Hello Smithi, thank You for your reply. The recommendation reflect my path of doing, so I get the feeling I am on the right track...


----------



## siguri (Dec 15, 2022)

Now, that I  tried this and that  with the stuff you guys put here I still find <user> to be not permitted to do <code: ntfs-3g /dev/da0s1 /mnt/user>. And yes, /mnt/user is chown and yes, <user> is in group operator...?hm What do say to that, if I  may ask.


----------



## BobSlacker (Dec 15, 2022)

siguri said:


> Y:
> ou can mount using graphical file manger with a mouse click.
> :: this is an idea I rilly like a lot...
> 
> still... ok, so <root> is doing well, however <user> is not allowed to do mount_fusefs, hm. <vfs.usermount=1 in /etc/sysctl.conf> yes, I did...

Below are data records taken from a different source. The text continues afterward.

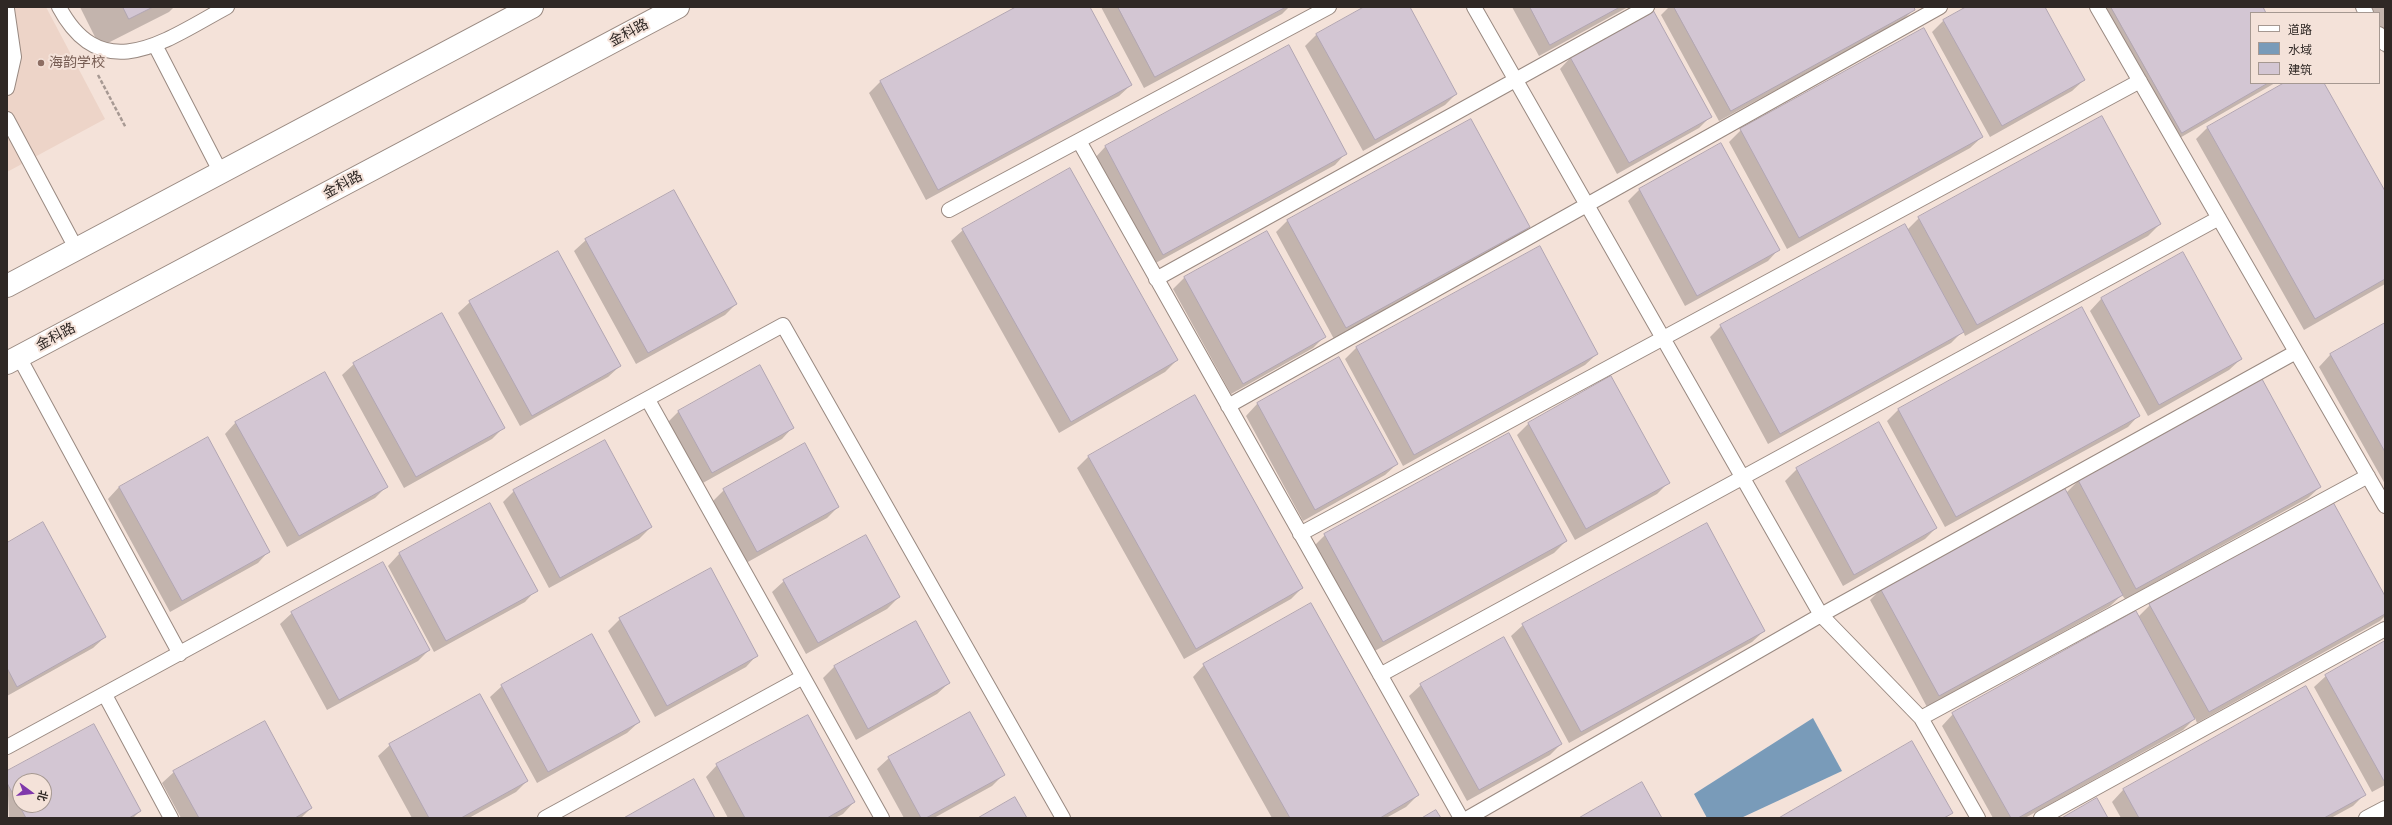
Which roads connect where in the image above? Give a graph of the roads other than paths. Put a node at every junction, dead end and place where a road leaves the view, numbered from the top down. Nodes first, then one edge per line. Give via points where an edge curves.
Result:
1 (59, 7) edge
2 (227, 7) edge
3 (532, 7) edge
4 (678, 7) edge
5 (1329, 7) edge
6 (1474, 7) edge
7 (1647, 7) edge
8 (1940, 7) edge
9 (2097, 7) edge
10 (7, 9) edge
11 (155, 45) junction
12 (1516, 79) junction
13 (2140, 81) junction
14 (7, 88) edge
15 (7, 118) edge
16 (1079, 141) junction
17 (221, 173) junction
18 (1586, 203) junction
19 (949, 210) dead end
20 (2219, 218) junction
21 (77, 250) junction
22 (1156, 279) junction
23 (7, 286) edge
24 (1663, 338) junction
25 (2296, 352) junction
26 (13, 360) edge
27 (648, 400) junction
28 (1228, 406) junction
29 (2368, 476) junction
30 (1743, 478) junction
31 (2385, 506) edge
32 (1300, 534) junction
33 (1821, 615) junction
34 (2385, 629) edge
35 (180, 654) junction
36 (1380, 675) junction
37 (803, 677) junction
38 (105, 694) junction
39 (1921, 718) junction
40 (7, 747) edge
41 (2385, 808) edge
42 (171, 818) edge
43 (545, 818) edge
44 (882, 818) edge
45 (1063, 818) edge
46 (1461, 818) edge
47 (1468, 818) edge
48 (1978, 818) edge
49 (2041, 818) edge
50 (2366, 818) edge

1 - 11 lane via 66,20 81,36 97,46 115,53 134,52
2 - 11 lane
3 - 17 main road
4 - 26 main road, 金科路
5 - 16 lane
6 - 12 lane
7 - 12 lane
8 - 18 lane
9 - 13 lane
10 - 14 lane via 14,58
11 - 17 lane
12 - 18 lane
12 - 22 lane
13 - 20 lane
13 - 24 lane
15 - 21 lane
16 - 19 lane
16 - 22 lane
17 - 21 main road
18 - 24 lane
18 - 28 lane
20 - 25 lane
20 - 30 lane
21 - 23 main road
22 - 28 lane
24 - 30 lane
24 - 32 lane
25 - 29 lane
25 - 33 lane
26 - 35 lane
27 - 35 lane
27 - 37 lane
27 - 45 lane via 784,325
28 - 32 lane
29 - 31 lane
29 - 39 lane
30 - 33 lane
30 - 36 lane
32 - 36 lane
33 - 39 lane
33 - 47 lane
34 - 49 lane
35 - 38 lane
36 - 46 lane
37 - 43 lane
37 - 44 lane
38 - 40 lane
38 - 42 lane
39 - 48 lane
41 - 50 lane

Sorry, I forgot about the groups.
Here are the ones I'm in:


----------



## siguri (Dec 15, 2022)

By the way... instead of opening another thread. May I ask here how-to mount an .iso file. I used to this in linux with <mount -o loop Freud.iso /media>. How are you doing this in freebsd, please?


----------



## smithi (Dec 15, 2022)

siguri said:


> By the way... instead of opening another thread. May I ask here how-to mount an .iso file. I used to this in linux with <mount -o loop Freud.iso /media>. How are you doing this in freebsd, please?


Sorry, fatfingered 'post' ... back soon

Study mdconfig(8)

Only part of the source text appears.